===== MATERIAL FOR THE TASK

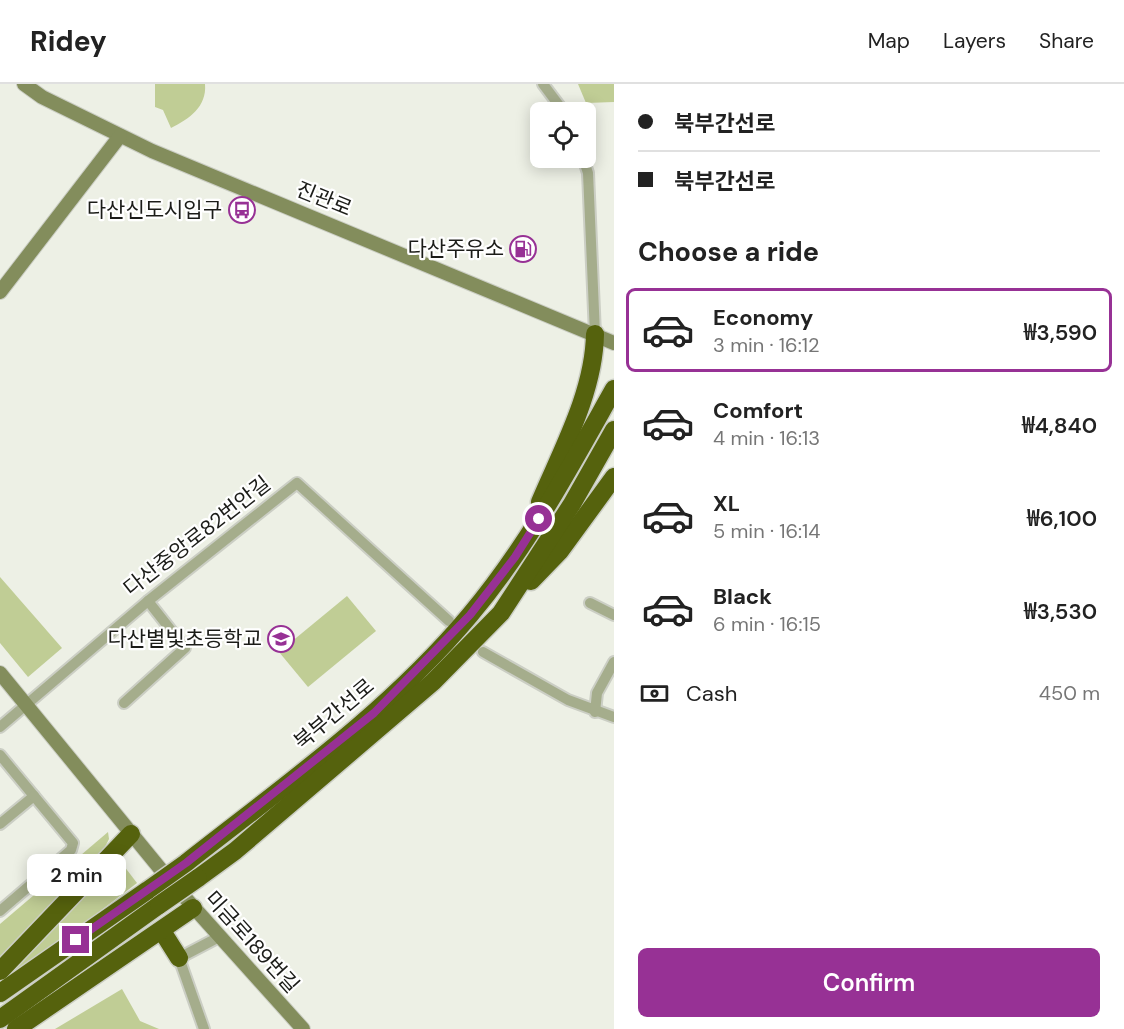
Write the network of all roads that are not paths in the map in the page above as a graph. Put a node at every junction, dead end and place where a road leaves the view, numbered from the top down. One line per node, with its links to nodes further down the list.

==========
===== MATERIAL FOR THE TASK

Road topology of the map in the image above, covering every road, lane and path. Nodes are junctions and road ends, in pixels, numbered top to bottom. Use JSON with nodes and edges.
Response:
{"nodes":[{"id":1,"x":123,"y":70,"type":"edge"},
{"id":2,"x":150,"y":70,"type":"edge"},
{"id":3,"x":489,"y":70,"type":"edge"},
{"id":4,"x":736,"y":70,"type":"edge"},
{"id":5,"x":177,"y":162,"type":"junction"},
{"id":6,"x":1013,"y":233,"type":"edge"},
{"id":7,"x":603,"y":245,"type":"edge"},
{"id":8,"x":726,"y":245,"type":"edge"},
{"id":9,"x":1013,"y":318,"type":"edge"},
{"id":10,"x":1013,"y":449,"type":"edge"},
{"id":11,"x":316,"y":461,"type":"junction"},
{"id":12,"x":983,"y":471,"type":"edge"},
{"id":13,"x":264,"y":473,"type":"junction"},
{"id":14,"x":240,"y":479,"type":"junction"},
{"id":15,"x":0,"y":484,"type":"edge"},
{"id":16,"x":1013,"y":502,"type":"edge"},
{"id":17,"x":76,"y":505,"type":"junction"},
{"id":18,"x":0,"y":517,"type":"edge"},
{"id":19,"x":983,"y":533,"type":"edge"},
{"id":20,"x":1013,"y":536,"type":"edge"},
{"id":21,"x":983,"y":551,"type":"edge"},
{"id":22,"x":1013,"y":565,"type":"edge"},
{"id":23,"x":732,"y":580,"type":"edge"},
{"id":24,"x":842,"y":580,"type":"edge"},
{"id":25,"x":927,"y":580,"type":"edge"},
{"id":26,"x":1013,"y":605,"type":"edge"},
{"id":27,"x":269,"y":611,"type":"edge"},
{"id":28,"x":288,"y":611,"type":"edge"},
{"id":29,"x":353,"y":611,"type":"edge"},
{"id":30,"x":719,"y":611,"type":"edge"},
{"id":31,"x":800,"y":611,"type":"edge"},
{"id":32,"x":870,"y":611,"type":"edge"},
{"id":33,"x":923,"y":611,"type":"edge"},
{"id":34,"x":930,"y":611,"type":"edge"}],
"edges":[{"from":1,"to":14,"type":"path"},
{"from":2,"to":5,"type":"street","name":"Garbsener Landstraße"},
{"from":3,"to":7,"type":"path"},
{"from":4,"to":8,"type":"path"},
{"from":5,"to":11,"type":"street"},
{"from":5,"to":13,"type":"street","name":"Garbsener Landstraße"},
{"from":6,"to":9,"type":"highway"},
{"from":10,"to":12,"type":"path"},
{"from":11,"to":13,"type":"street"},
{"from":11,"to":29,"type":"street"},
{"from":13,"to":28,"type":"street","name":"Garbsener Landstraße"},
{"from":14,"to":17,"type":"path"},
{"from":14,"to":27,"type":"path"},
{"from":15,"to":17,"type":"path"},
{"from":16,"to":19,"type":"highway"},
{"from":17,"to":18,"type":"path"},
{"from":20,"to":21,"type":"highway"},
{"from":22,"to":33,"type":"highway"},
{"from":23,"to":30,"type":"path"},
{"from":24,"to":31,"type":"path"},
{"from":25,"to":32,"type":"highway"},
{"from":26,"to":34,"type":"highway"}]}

==========

*TASK OBJECTIVE:* Would you copy each line of the records that contains "every"?

*SOLUTION TO THE PROBLEM:*
Write the network of all roads that are not paths in the map in the page above as a graph. Put a node at every junction, dead end and place where a road leaves the view, numbered from the top down. One line per node, with its links to nodes further down the list.
Road topology of the map in the image above, covering every road, lane and path. Nodes are junctions and road ends, in pixels, numbered top to bottom. Use JSON with nodes and edges.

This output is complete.